In [1]:
import numpy as np
import pandas as pd
import matplotlib.pyplot as plt
from sklearn.model_selection import train_test_split
from sklearn.metrics import accuracy_score
from sklearn.metrics import roc_auc_score
from sklearn.linear_model import LogisticRegression
from sklearn.ensemble import RandomForestClassifier
from sklearn.ensemble import GradientBoostingClassifier
from sklearn.model_selection import KFold
from sklearn.model_selection import cross_val_score
df_train=pd.read_csv("/Users/nabilch/Downloads/titanic/train.csv")
df_test=pd.read_csv("/Users/nabilch/Downloads/titanic/test.csv")
df_all=pd.concat([df_train, df_test])

check and fix missing values and data exploration

In [2]:
missing_data_train=pd.isnull(df_train).sum()
missing_data_test=pd.isnull(df_test).sum()
summary_train=df_train.describe()
summary_test=df_test.describe()
median_fare=np.nanmedian(df_all['Fare'])
df_test["Fare"]=df_test["Fare"].fillna(median_fare)
df_all['Title']=df_all.Name.str.extract(' ([A-Za-z]+)\.', expand=False)
df_train['Title']=df_train.Name.str.extract(' ([A-Za-z]+)\.', expand=False)
df_test['Title']=df_test.Name.str.extract(' ([A-Za-z]+)\.', expand=False)
all_titles=(np.unique(df_all['Title'], return_counts=True))
titles=["Master", "Miss", "Mr", "Mrs"]
df_all.loc[(~df_all['Title'].isin(titles)), 'Title'] = "Other"
titledummies=pd.get_dummies(df_all[['Title']], prefix_sep='_', dtype=int)
df_all=pd.concat([df_all, titledummies], axis=1)
df_test.loc[(~df_test['Title'].isin(titles)), 'Title'] = "Other"
titledummies=pd.get_dummies(df_test[['Title']], prefix_sep='_', dtype=int)
df_test=pd.concat([df_test, titledummies], axis=1)
df_train.loc[(~df_train['Title'].isin(titles)), 'Title'] = "Other"
titledummies=pd.get_dummies(df_train[['Title']], prefix_sep='_', dtype=int)
df_train=pd.concat([df_train, titledummies], axis=1)

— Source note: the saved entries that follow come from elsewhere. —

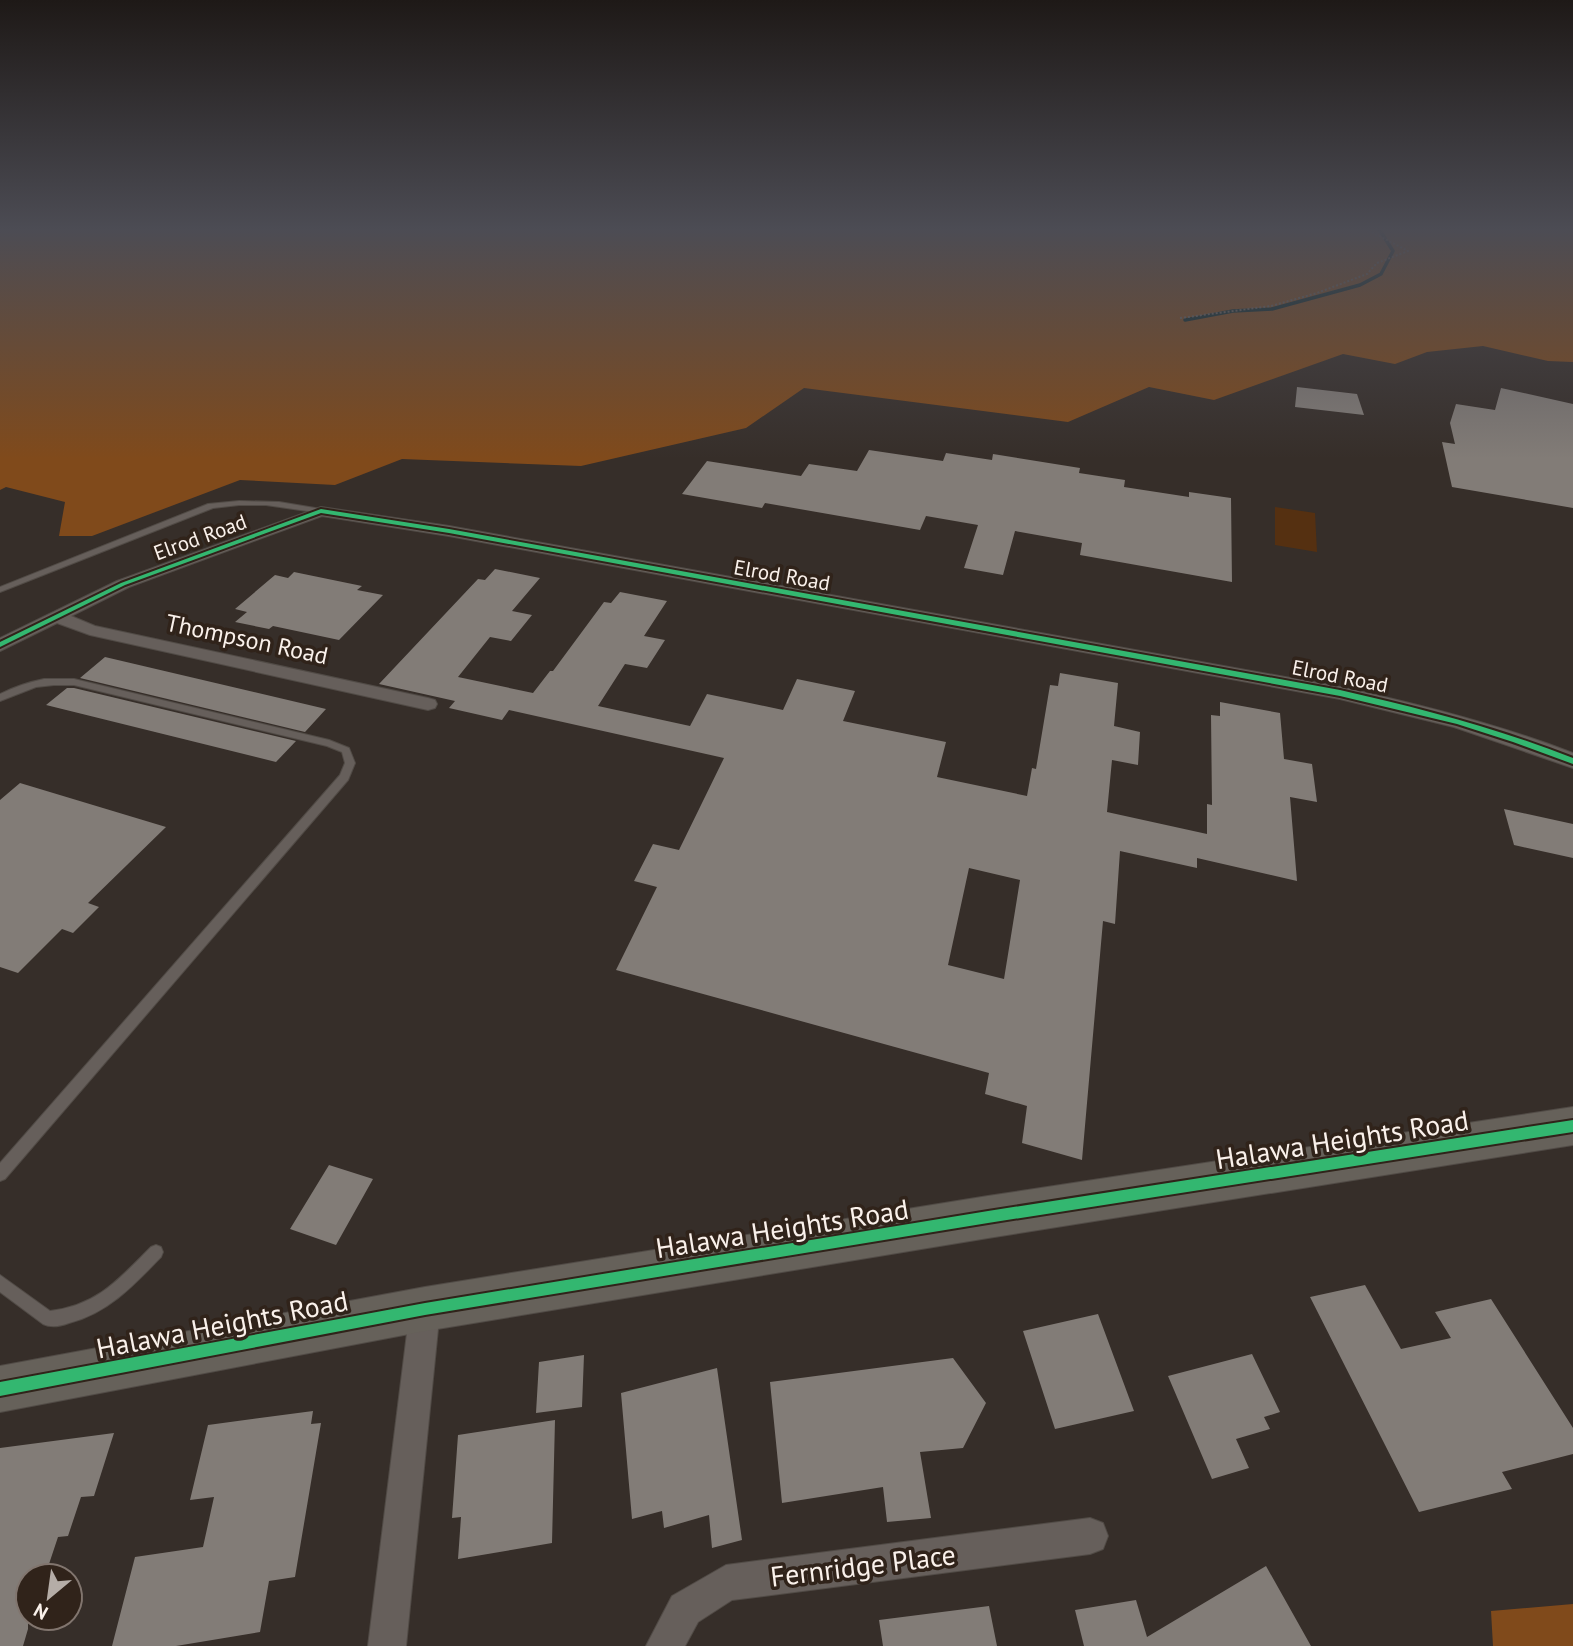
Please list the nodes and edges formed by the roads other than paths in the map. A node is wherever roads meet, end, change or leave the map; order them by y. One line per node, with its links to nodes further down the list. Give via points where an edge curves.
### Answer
1 (321, 511): 2 (lane, via 275,501 211,506); 3 (street, Elrod Road, via 123,584); 7 (street, Elrod Road, via 1340,693 1486,728)
2 (0, 590)
3 (57, 617): 4 (street, Elrod Road); 6 (street, Thompson Road, via 90,631)
4 (0, 645)
5 (0, 698): 9 (lane, via 47,680 74,681 329,743 346,750 350,763 344,777)
6 (428, 704)
7 (1573, 761)
8 (1573, 1126): 12 (street, Halawa Heights Road)
9 (0, 1174)
10 (156, 1252): 11 (lane, via 98,1305 73,1318 48,1319)
11 (0, 1283)
12 (425, 1309): 13 (street, Halawa Heights Road); 15 (street)
13 (0, 1389)
14 (1090, 1536): 16 (street, Fernridge Place, via 726,1583 685,1609)
15 (387, 1646)
16 (665, 1646)

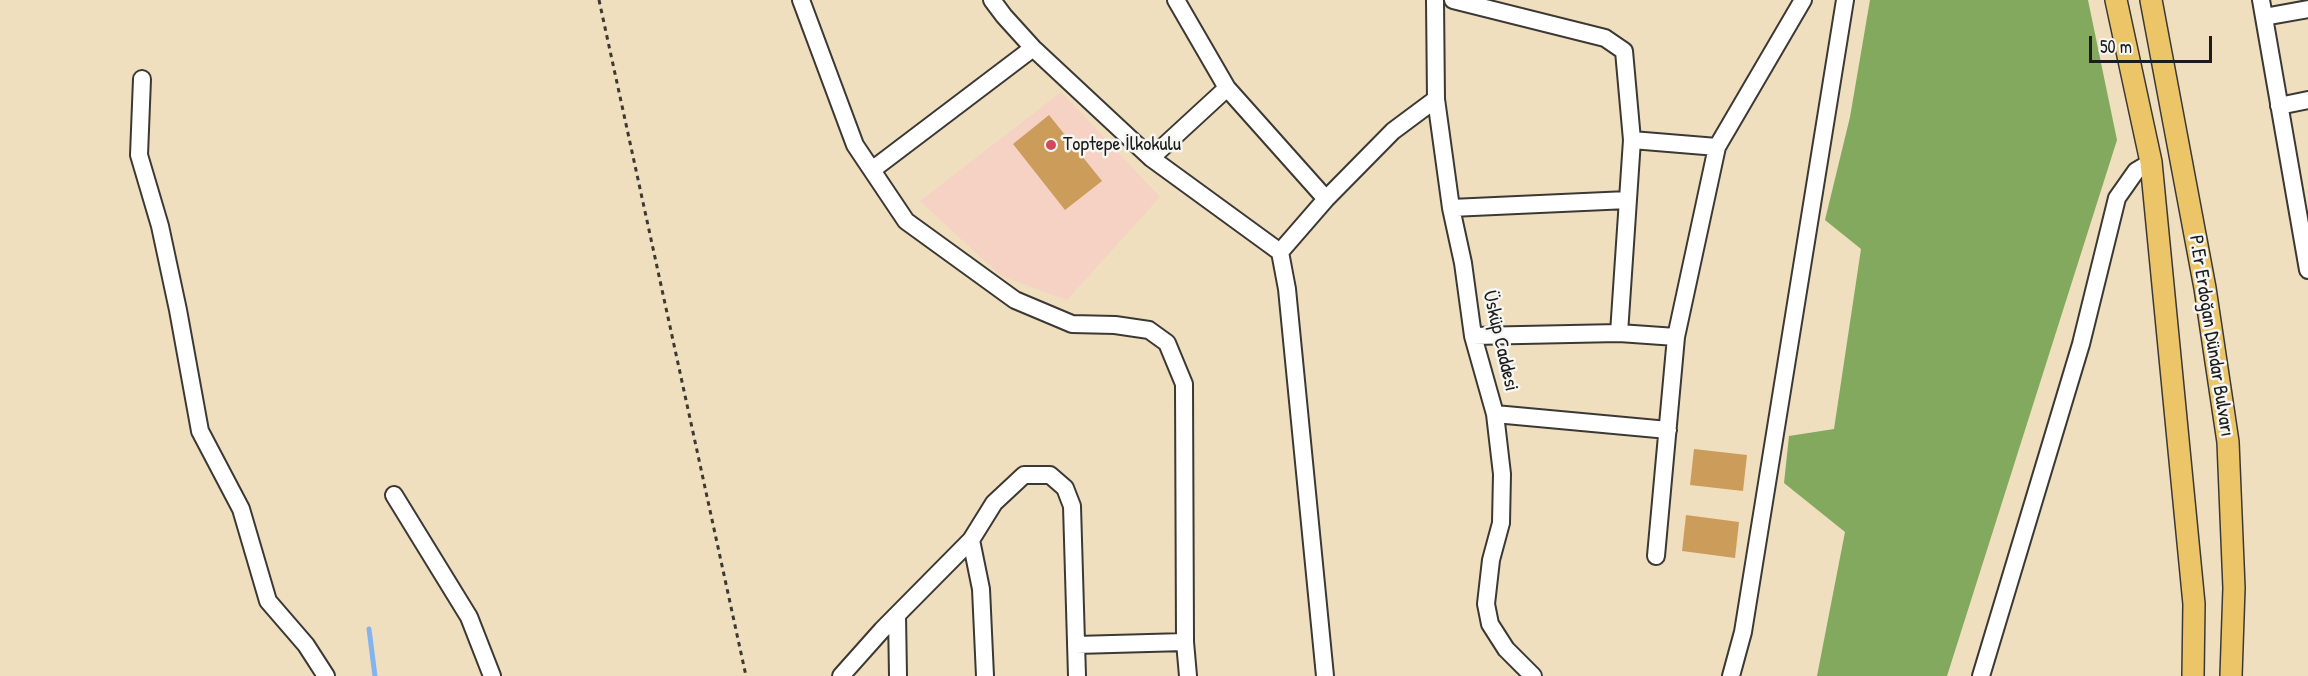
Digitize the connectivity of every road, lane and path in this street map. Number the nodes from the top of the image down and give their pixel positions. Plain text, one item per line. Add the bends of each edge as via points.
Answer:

title_age = df_all.groupby('Title')['Age'].median()
titles=["Master", "Miss", "Mr", "Mrs", "Other"]
for title in titles:
    df_all.loc[(df_all['Age'].isnull()) & (df_all['Title'] == title), 'Age'] = title_age[title]
    df_train.loc[(df_train['Age'].isnull()) & (df_train['Title'] == title), 'Age'] = title_age[title]
    df_test.loc[(df_test['Age'].isnull()) & (df_test['Title'] == title), 'Age'] = title_age[title]
df_train['Age_group'] = pd.cut(df_train['Age'], bins=[0,10,20,40,120], labels=['Children','Teenage','Adult','Elder'])
df_test['Age_group'] = pd.cut(df_test['Age'], bins=[0,10,20,40,120], labels=['Children','Teenage','Adult','Elder'])
df_all['Age_group'] = pd.cut(df_all['Age'], bins=[0,10,20,40,120], labels=['Children','Teenage','Adult','Elder'])
df_train['Fare_bin'] = pd.cut(df_train['Fare'], bins=[0,7.91,14.45,31,120], labels=['Low_fare','median_fare','Average_fare','high_fare'])
df_test['Fare_bin'] = pd.cut(df_test['Fare'], bins=[0,7.91,14.45,31,120], labels=['Low_fare','median_fare','Average_fare','high_fare'])
df_all['Fare_bin'] = pd.cut(df_all['Fare'], bins=[0,7.91,14.45,31,120], labels=['Low_fare','median_fare','Average_fare','high_fare'])
df_all['Embarked']=df_all['Embarked'].fillna('S')
df_test['Embarked']=df_test['Embarked'].fillna('S')
df_train['Embarked']=df_train['Embarked'].fillna('S')
df_train = pd.get_dummies(df_train, columns = ["Sex", 'Pclass', "Embarked", "Age_group", 'Fare_bin'], prefix_sep="_", dtype=int)
df_test = pd.get_dummies(df_test, columns = ["Sex", 'Pclass', "Embarked", "Age_group", 'Fare_bin'], prefix_sep="_", dtype=int)
df_all['family']=df_all['SibSp']+df_all['Parch']+1
df_train['family']=df_train['SibSp']+df_train['Parch']+1
df_test['family']=df_test['SibSp']+df_test['Parch']+1

In [3]:
df_train=df_train.drop(['Age', 'Fare', 'Title', 'PassengerId', 'Name', 'Ticket', 'Cabin'], axis= 1)
df_test=df_test.drop(['Age', 'Fare', 'Title', 'Name', 'Ticket', 'Cabin'], axis= 1)
predictors=df_train.drop(['Survived'], axis= 1)
target=df_train['Survived']
X_train, X_val, y_train, y_val=train_test_split(predictors, target, test_size=.2, random_state=10)
kfold=KFold(n_splits=10,random_state=0,shuffle=True)

In [4]:
log_reg_model=LogisticRegression()
log_reg_model.fit(X_train, y_train)
print('Logistic accuracy train: ', log_reg_model.score(X_train, y_train))
print('Logistic accuracy validation: ', accuracy_score(y_val, log_reg_model.predict(X_val)))
cv_result = cross_val_score(log_reg_model,predictors,target, cv = kfold, scoring = "accuracy")
print('Logistic accuracy cross-validation: ', cv_result.mean())
log_reg_model.fit(predictors, target)
df_test_predictors=df_test.drop(['PassengerId'], axis= 1)
predictions=log_reg_model.predict(df_test_predictors)
df_submission=pd.DataFrame({'PassengerID': df_test['PassengerId'], 'Survived': predictions})
df_submission.to_csv('log_reg_titanic.csv', index=False)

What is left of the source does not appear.